My perspective of Barcelona has changed so much from those first few days after landing in Madrid, sleep-deprived and unsure. I’ve come to know Barcelona as the city of vignettes. It’s the Arab man down the street always asking to bum a cigarette on the block between Disputació and Gran Vía, or the old men who linger down the sidewalks contemplating their wrinkled lives with their palms fastened at the base of their backs. It’s the Spanish women on the beach laying topless on beach chairs while their skin turns a crispy orange or the Asian tourists crowding Parc Guëll. It became more to me than another city in another location, but a paradise of artists and their lovers.
Looking back on my previous posts, I realize that I accomplished a lot while I was here. While I couldn’t completely take myself away from American TV shows, I was able to walk around the city each day and explore each of its neighborhoods: from the Raval to Gracia, and perhaps a little of Poble Nou. I also worked on my Spanish and I’d like to think I acquired some pretty fantastic results. Surprisingly, since my Spanish was at a certain level, I had my first foreign fling with a slightly older man who I’d met on a night the sun rose. He’d bring me to hidden cafes around the city and we’d drink cafes con leche while I tried to flirt back to him in Spanish. Unfortunately, considering that my level of Spanish was not exactly fluent, it only lasted for about 3 weeks, but my love for the city only grew stronger.

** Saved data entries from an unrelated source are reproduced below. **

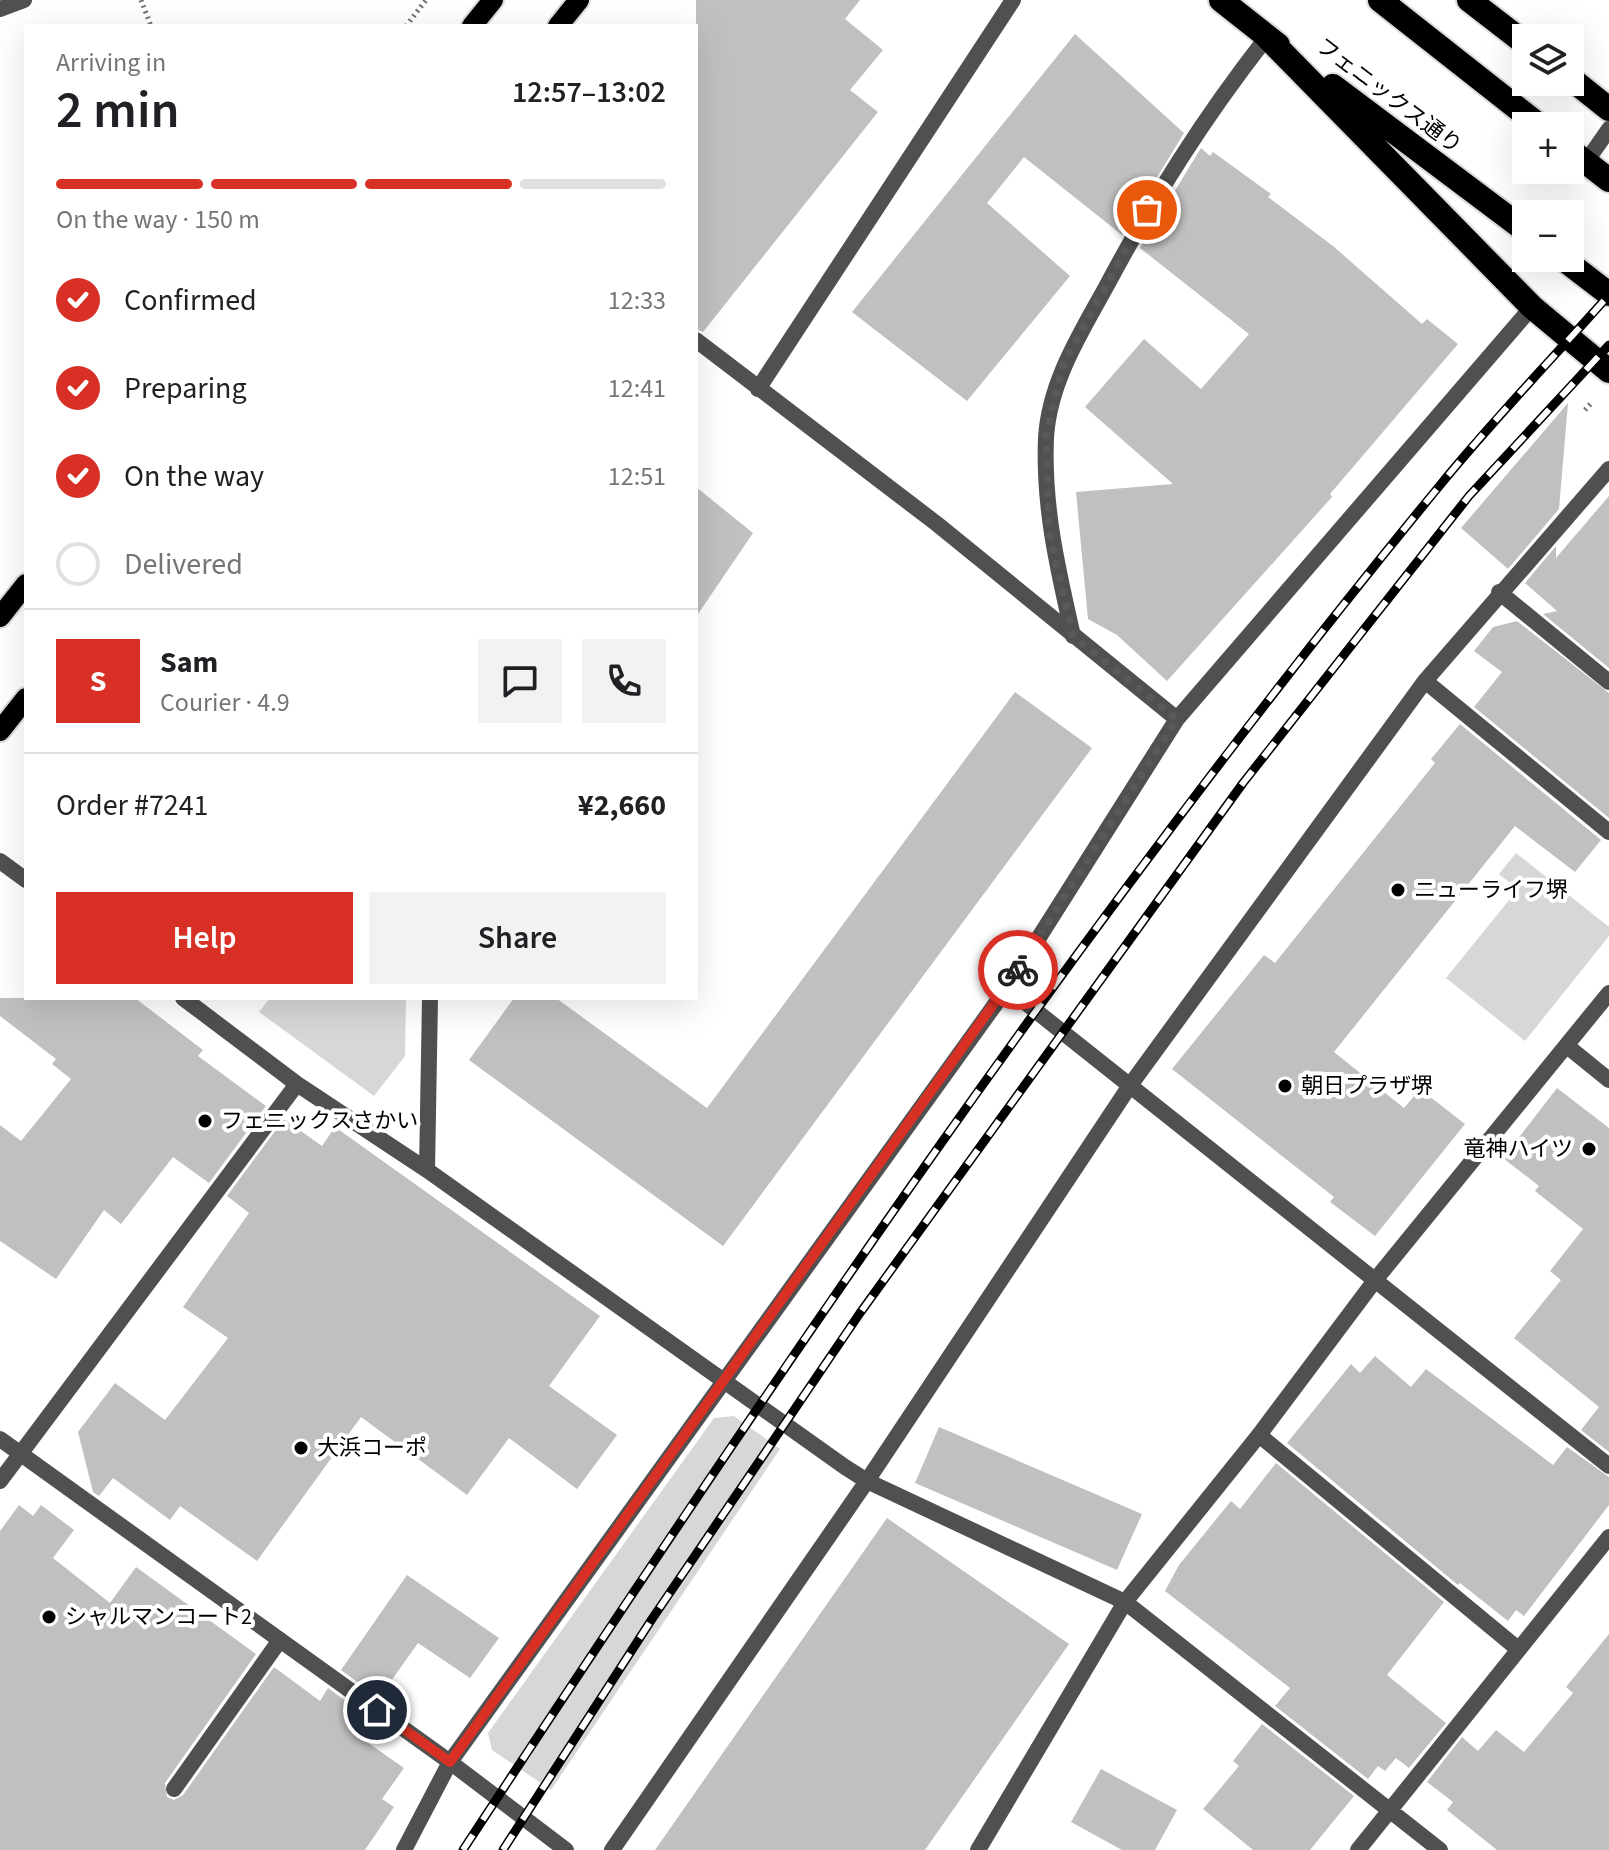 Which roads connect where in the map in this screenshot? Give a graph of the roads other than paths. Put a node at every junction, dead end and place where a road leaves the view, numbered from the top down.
1 (24, 0) edge
2 (493, 0) edge
3 (579, 0) edge
4 (1013, 0) edge
5 (1221, 0) edge
6 (1380, 0) edge
7 (1469, 0) edge
8 (0, 9) edge
9 (474, 24) edge
10 (560, 24) edge
11 (1512, 33) edge
12 (1267, 37) junction
13 (1584, 89) edge
14 (1609, 109) edge
15 (1522, 112) edge
16 (1609, 129) edge
17 (1584, 151) edge
18 (1584, 161) edge
19 (1609, 180) edge
20 (1512, 221) edge
21 (1580, 272) edge
22 (1609, 294) edge
23 (1532, 307) junction
24 (698, 342) edge
25 (1609, 371) edge
26 (758, 389) junction
27 (1609, 469) edge
28 (24, 586) edge
29 (1499, 592) junction
30 (2, 611) edge
31 (1073, 636) junction
32 (1425, 681) junction
33 (1609, 682) edge
34 (24, 701) edge
35 (1177, 719) junction
36 (0, 731) edge
37 (1609, 832) edge
38 (0, 861) edge
39 (24, 879) edge
40 (1007, 988) junction
41 (1609, 993) edge
42 (186, 1000) edge
43 (430, 1000) edge
44 (1567, 1046) junction
45 (1609, 1080) edge
46 (297, 1084) junction
47 (1131, 1084) junction
48 (427, 1170) junction
49 (1376, 1279) junction
50 (723, 1381) junction
51 (1259, 1435) junction
52 (0, 1439) edge
53 (21, 1455) junction
54 (1609, 1466) edge
55 (0, 1481) edge
56 (867, 1481) junction
57 (1609, 1537) edge
58 (1125, 1602) junction
59 (280, 1640) junction
60 (1518, 1649) junction
61 (450, 1762) junction
62 (174, 1789) dead end
63 (1390, 1810) junction
64 (404, 1850) edge
65 (566, 1850) edge
66 (612, 1850) edge
67 (978, 1850) edge
68 (1358, 1850) edge
69 (1440, 1850) edge

1 - 8 street
2 - 9 main road
3 - 10 main road
4 - 26 street
5 - 12 highway, フェニックス通り
6 - 15 highway
7 - 11 highway
12 - 20 highway, フェニックス通り
12 - 23 highway
12 - 31 street
13 - 14 highway
16 - 17 street
18 - 19 highway
21 - 22 highway
23 - 25 highway
23 - 35 street
24 - 26 street
26 - 31 street
27 - 29 street
28 - 30 main road
29 - 32 street
29 - 33 street
31 - 35 street
32 - 37 street
32 - 47 street
34 - 36 main road
35 - 40 street
38 - 39 street
40 - 47 street
40 - 50 street
41 - 44 street
42 - 46 street
43 - 48 street
44 - 45 street
44 - 49 street
46 - 48 street
46 - 53 street
47 - 49 street
47 - 56 street
48 - 50 street
49 - 51 street
49 - 54 street
50 - 56 street
50 - 61 street
51 - 58 street
51 - 60 street
52 - 53 street
53 - 55 street
53 - 59 street
56 - 58 street
56 - 66 street
57 - 60 street
58 - 63 street
58 - 67 street
59 - 61 street
59 - 62 street
60 - 63 street
61 - 64 street
61 - 65 street
63 - 68 street
63 - 69 street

Not only did my love for the city flourish during this time, but also my drive to write. I’ve always juggled around the idea of writing for a living, of having my own column in a major newspaper or of scribbling down lines of poetry on napkins only to be found as the next Frank O’Hara or Walt Whitman. Though with my dreams of success, I always thought I would fail and become an unskilled 30-year-old. Essentially, that I would end up living in my parent’s house because I couldn’t pay rent in New York City after hustling for most of my twenties at a dead end job and trying to finish a novel on the side that eventually would be turned down by every publishing company in the country and abroad.

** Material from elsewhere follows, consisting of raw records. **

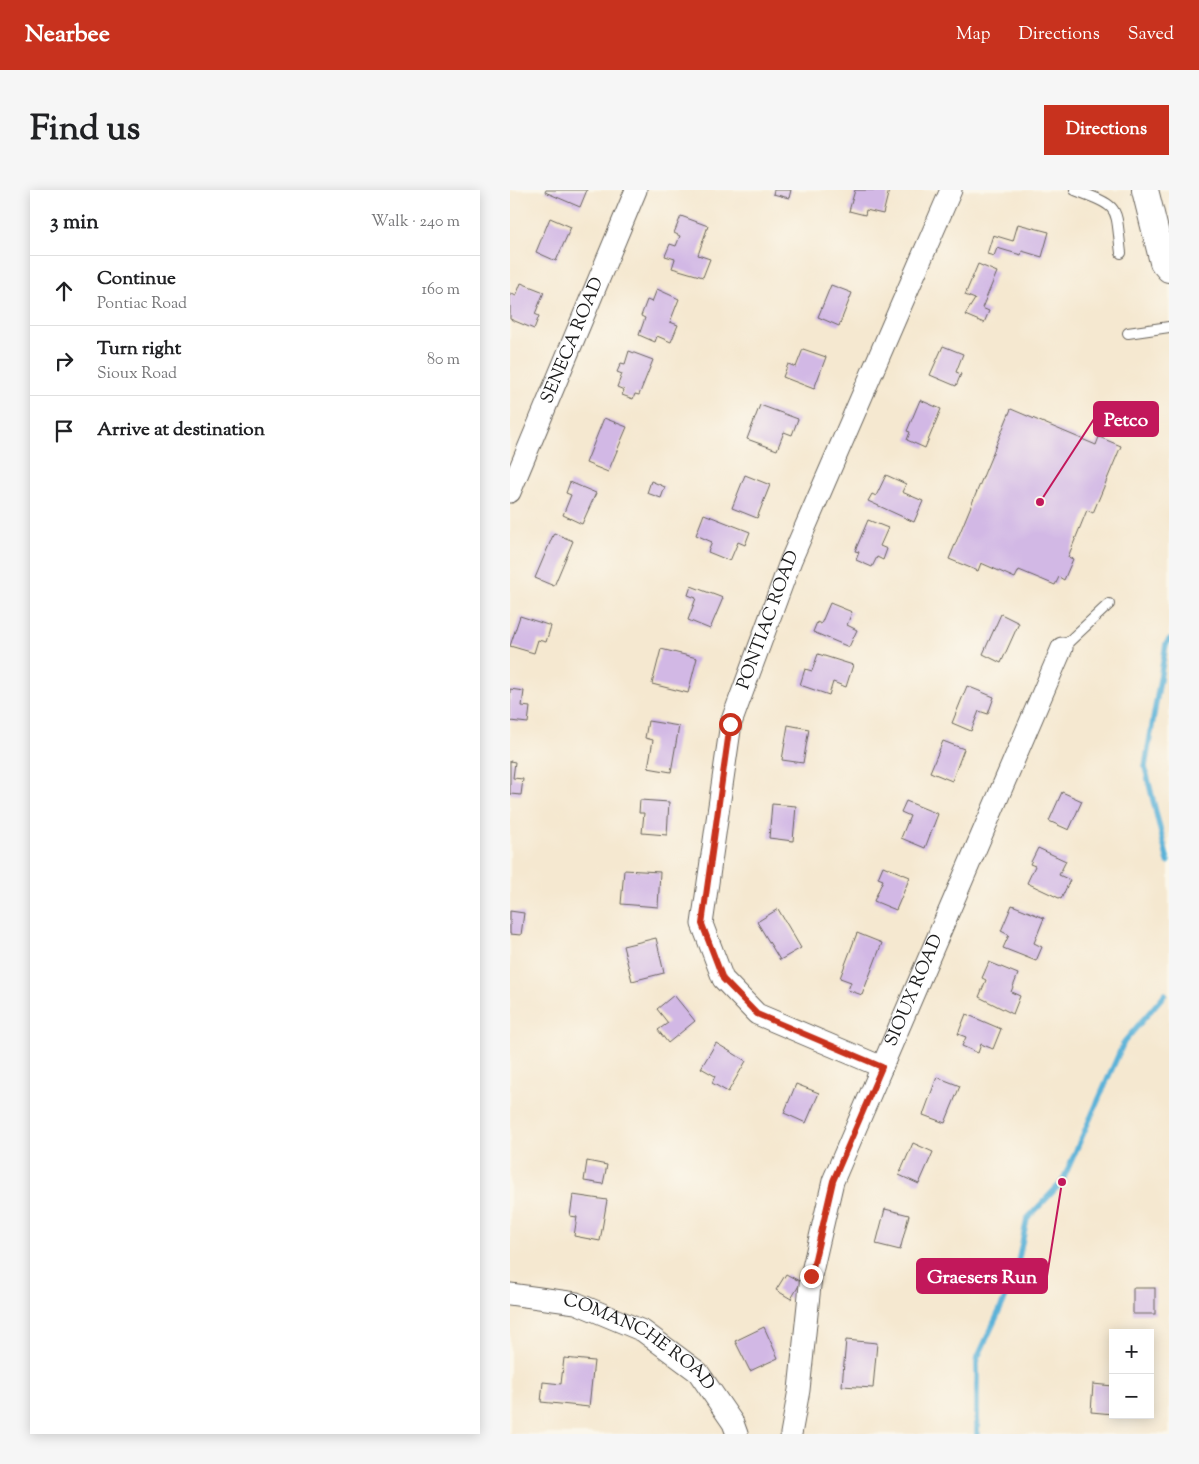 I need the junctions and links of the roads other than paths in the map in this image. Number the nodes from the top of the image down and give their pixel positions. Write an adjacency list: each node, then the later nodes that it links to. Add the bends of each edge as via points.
1 (636, 190): 9 (street, SENECA ROAD)
2 (951, 190): 12 (street, PONTIAC ROAD, via 791,560 730,724 702,924 723,979 757,1014)
3 (1075, 190): 5 (lane, via 1107,202 1116,212)
4 (1145, 190): 6 (street, via 1163,262)
5 (1121, 253)
6 (1169, 269)
7 (1169, 327): 8 (lane)
8 (1128, 333)
9 (510, 492)
10 (1109, 604): 11 (lane)
11 (1062, 648): 12 (street, SIOUX ROAD)
12 (882, 1067): 15 (street, SIOUX ROAD, via 833,1181 811,1276)
13 (510, 1294): 14 (street, COMANCHE ROAD, via 576,1303 643,1331 698,1372)
14 (737, 1434)
15 (791, 1434) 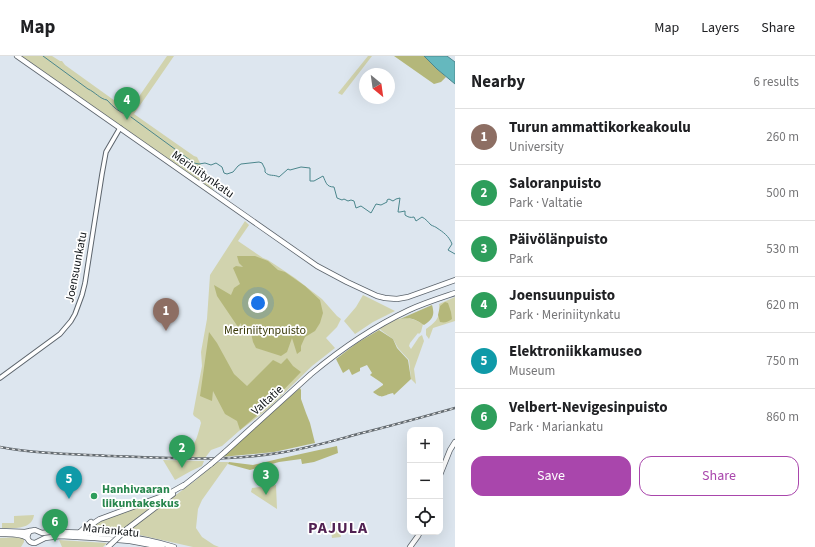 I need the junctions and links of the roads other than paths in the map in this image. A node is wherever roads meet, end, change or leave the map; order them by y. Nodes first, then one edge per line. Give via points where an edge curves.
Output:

Barcelona has taken that fear out of me. I’ve always looked at the people on the metro with tattoos covering their bodies and piercings dangling from the 14 holes in their ears and envied them. I envy them for having the balls to take that risk of infection or permanence, to venture into the front seat, instead of regretting it all in the back. Yeah, a piercing may hurt and be swollen for a while, but somehow things always seem to work out.

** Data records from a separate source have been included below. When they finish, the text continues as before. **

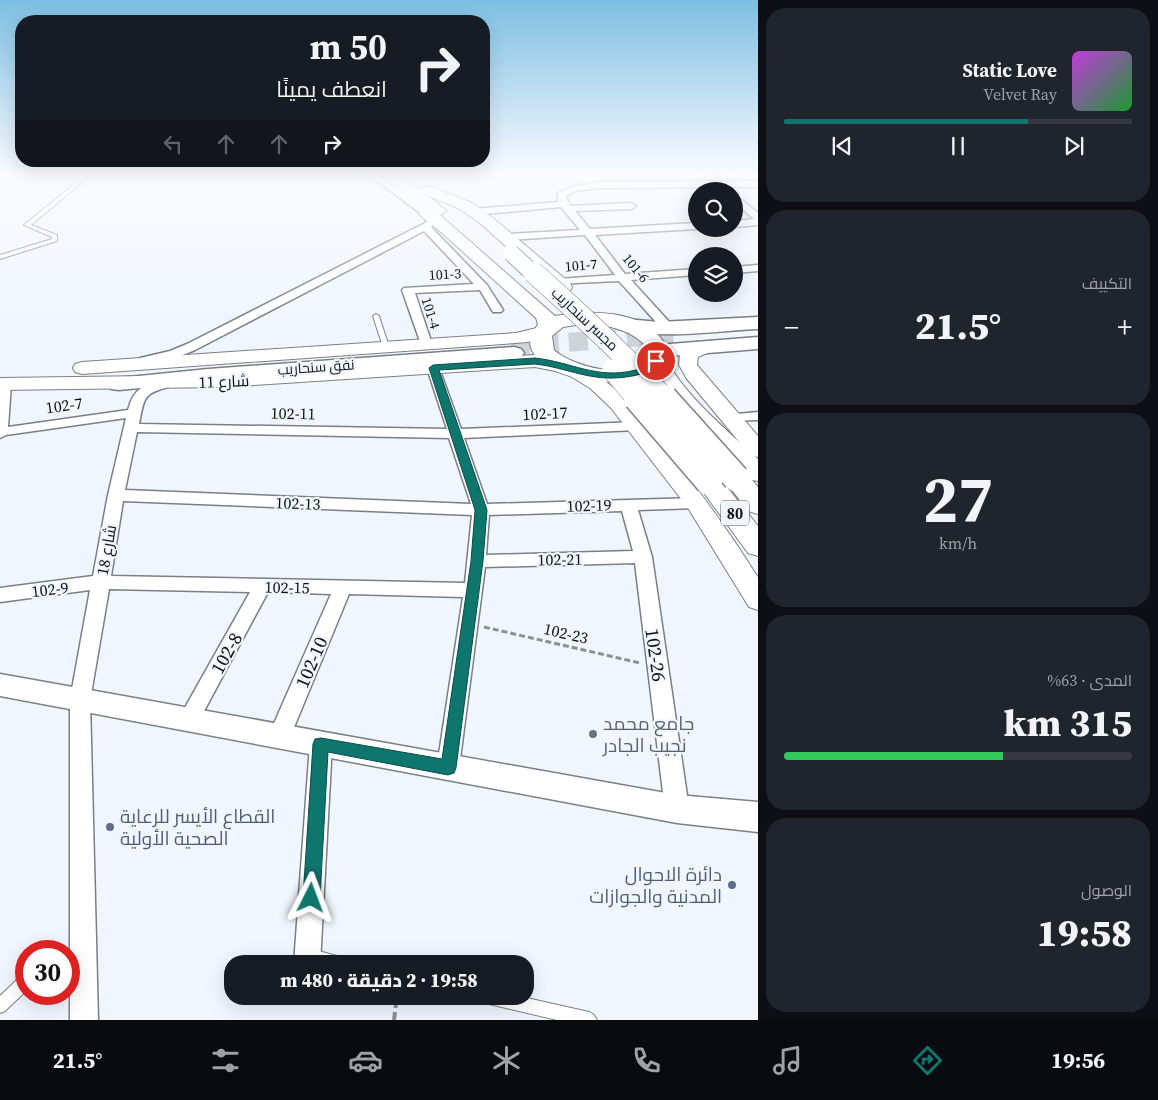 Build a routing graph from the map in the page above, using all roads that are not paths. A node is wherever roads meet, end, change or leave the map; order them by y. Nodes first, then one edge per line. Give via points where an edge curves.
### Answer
1 (426, 220) edge
2 (32, 221) edge
3 (425, 221) edge
4 (428, 221) edge
5 (454, 221) edge
6 (472, 221) edge
7 (481, 221) edge
8 (578, 221) edge
9 (758, 222) edge
10 (743, 223) edge
11 (688, 227) edge
12 (589, 234) junction
13 (504, 248) junction
14 (0, 257) edge
15 (758, 268) edge
16 (743, 269) edge
17 (688, 273) edge
18 (622, 277) junction
19 (558, 282) junction
20 (483, 287) junction
21 (408, 290) joint
22 (497, 310) dead end
23 (376, 316) dead end
24 (617, 322) junction
25 (758, 322) edge
26 (758, 328) edge
27 (545, 330) junction
28 (676, 332) junction
29 (758, 336) edge
30 (758, 343) edge
31 (426, 344) junction
32 (386, 347) junction
33 (704, 347) junction
34 (508, 351) junction
35 (657, 358) junction
36 (92, 368) junction
37 (433, 368) junction
38 (569, 369) junction
39 (117, 378) junction
40 (1, 380) edge
41 (172, 382) junction
42 (133, 414) junction
43 (758, 416) edge
44 (731, 418) junction
45 (637, 426) junction
46 (0, 433) edge
47 (455, 434) junction
48 (758, 450) edge
49 (747, 475) edge
50 (703, 492) junction
51 (116, 495) junction
52 (628, 504) junction
53 (758, 505) edge
54 (481, 510) junction
55 (758, 546) edge
56 (643, 557) junction
57 (477, 561) junction
58 (100, 582) junction
59 (262, 586) junction
60 (342, 588) junction
61 (473, 590) junction
62 (0, 595) edge
63 (758, 600) edge
64 (0, 685) edge
65 (80, 700) junction
66 (189, 720) junction
67 (279, 737) junction
68 (321, 744) junction
69 (448, 768) junction
70 (677, 809) junction
71 (758, 817) edge
72 (76, 940) edge
73 (308, 955) edge
74 (80, 990) edge
75 (15, 992) edge
76 (524, 1005) edge
77 (0, 1006) edge
78 (84, 1020) edge
79 (589, 1020) edge

1 - 20 street
2 - 14 lane via 27,225 56,236 54,240
3 - 36 street, شارع 11 via 174,354 142,362
4 - 27 highway via 447,228 545,316 548,324
5 - 13 highway, 80
6 - 13 highway, 80
7 - 13 highway
8 - 12 street, 101-6
9 - 10 street
11 - 12 street
12 - 13 street
12 - 18 street, 101-6
13 - 19 highway
13 - 49 highway, مجسر سنحاريب / 80, bridge via 595,327
13 - 50 highway, مجسر سنحاريب / 80, bridge via 616,373
15 - 16 street
17 - 18 street, 101-7
18 - 19 street, 101-7
18 - 28 street, 101-6
19 - 24 highway via 590,311
20 - 21 street, 101-3
20 - 22 street
21 - 31 street, 101-4
23 - 32 lane
24 - 27 highway via 574,318 557,322
24 - 28 main road
24 - 35 highway via 652,340 657,348
25 - 28 main road
26 - 28 main road
27 - 34 main road, شارع 11
27 - 38 highway via 540,338 542,349 551,359
28 - 29 main road
28 - 33 main road via 668,331 667,337 674,343
30 - 33 main road
31 - 32 main road, شارع 11
31 - 34 main road, شارع 11
32 - 39 main road, شارع 11
33 - 35 main road via 665,351
33 - 44 main road via 689,354 688,365
34 - 37 main road, شارع 11
34 - 38 main road, شارع 11
34 - 39 main road, نفق سنحاريب via 208,375
35 - 38 highway via 646,370 620,376 598,376
35 - 49 highway via 660,371
36 - 39 main road, شارع 11
36 - 40 main road, شارع 11
37 - 41 main road, شارع 11
37 - 47 street
38 - 45 main road, شارع 11 via 597,383
39 - 40 main road, شارع 11
39 - 41 main road, شارع 11
39 - 42 street via 133,392
40 - 46 street
41 - 42 street via 146,390
42 - 46 street, 102-7
42 - 47 street, 102-11
42 - 51 street, شارع 18
43 - 44 street
44 - 48 main road
45 - 47 street, 102-17
45 - 50 main road, شارع 11
47 - 54 street
49 - 53 highway, 80
50 - 52 street, 102-19
50 - 55 highway, 80
50 - 63 main road, شارع 11 via 731,554
51 - 54 street, 102-13
51 - 58 street, شارع 18
52 - 54 street, 102-19
52 - 56 street, 102-26
54 - 57 street
56 - 57 street, 102-21
56 - 70 street, 102-26
57 - 61 street
58 - 59 street, 102-15
58 - 62 street, 102-9
58 - 65 street, شارع 18
59 - 60 street, 102-15
59 - 66 street, 102-8
60 - 61 street, 102-15
60 - 67 street, 102-10
61 - 69 street
64 - 65 street
65 - 66 street
65 - 72 street, شارع 18
66 - 67 street
67 - 68 street
68 - 69 street
68 - 73 street
69 - 70 street
70 - 71 street
74 - 78 street, شارع 18
75 - 77 lane
76 - 79 lane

Perhaps my plans won’t work out, but at least I’ll have a story to tell someone. A story of life to some stranger or friend, or maybe even my future, adopted children from a remote village in Indonesia. Whoever it is, at least I’ll be able to share that experience of either failure or success that all began in a major port city in Europe, Barcelona, a place teeming with locals, tourists, and study abroad students like me.
And so, I begin my 20s after a year and a half of being too bored to know in which direction my life was headed. I’ve been told, through popular culture and personal history, that this age in our lives consists of a series of extremes. It’s a battle between heartbreak and love, abandonment and companionship, loneliness and friendship, breakdowns and celebrations, and good health and bad. Our 20s begin the whirlwind of our successively short lives. We’re only just bridging on the apocalypse of of life.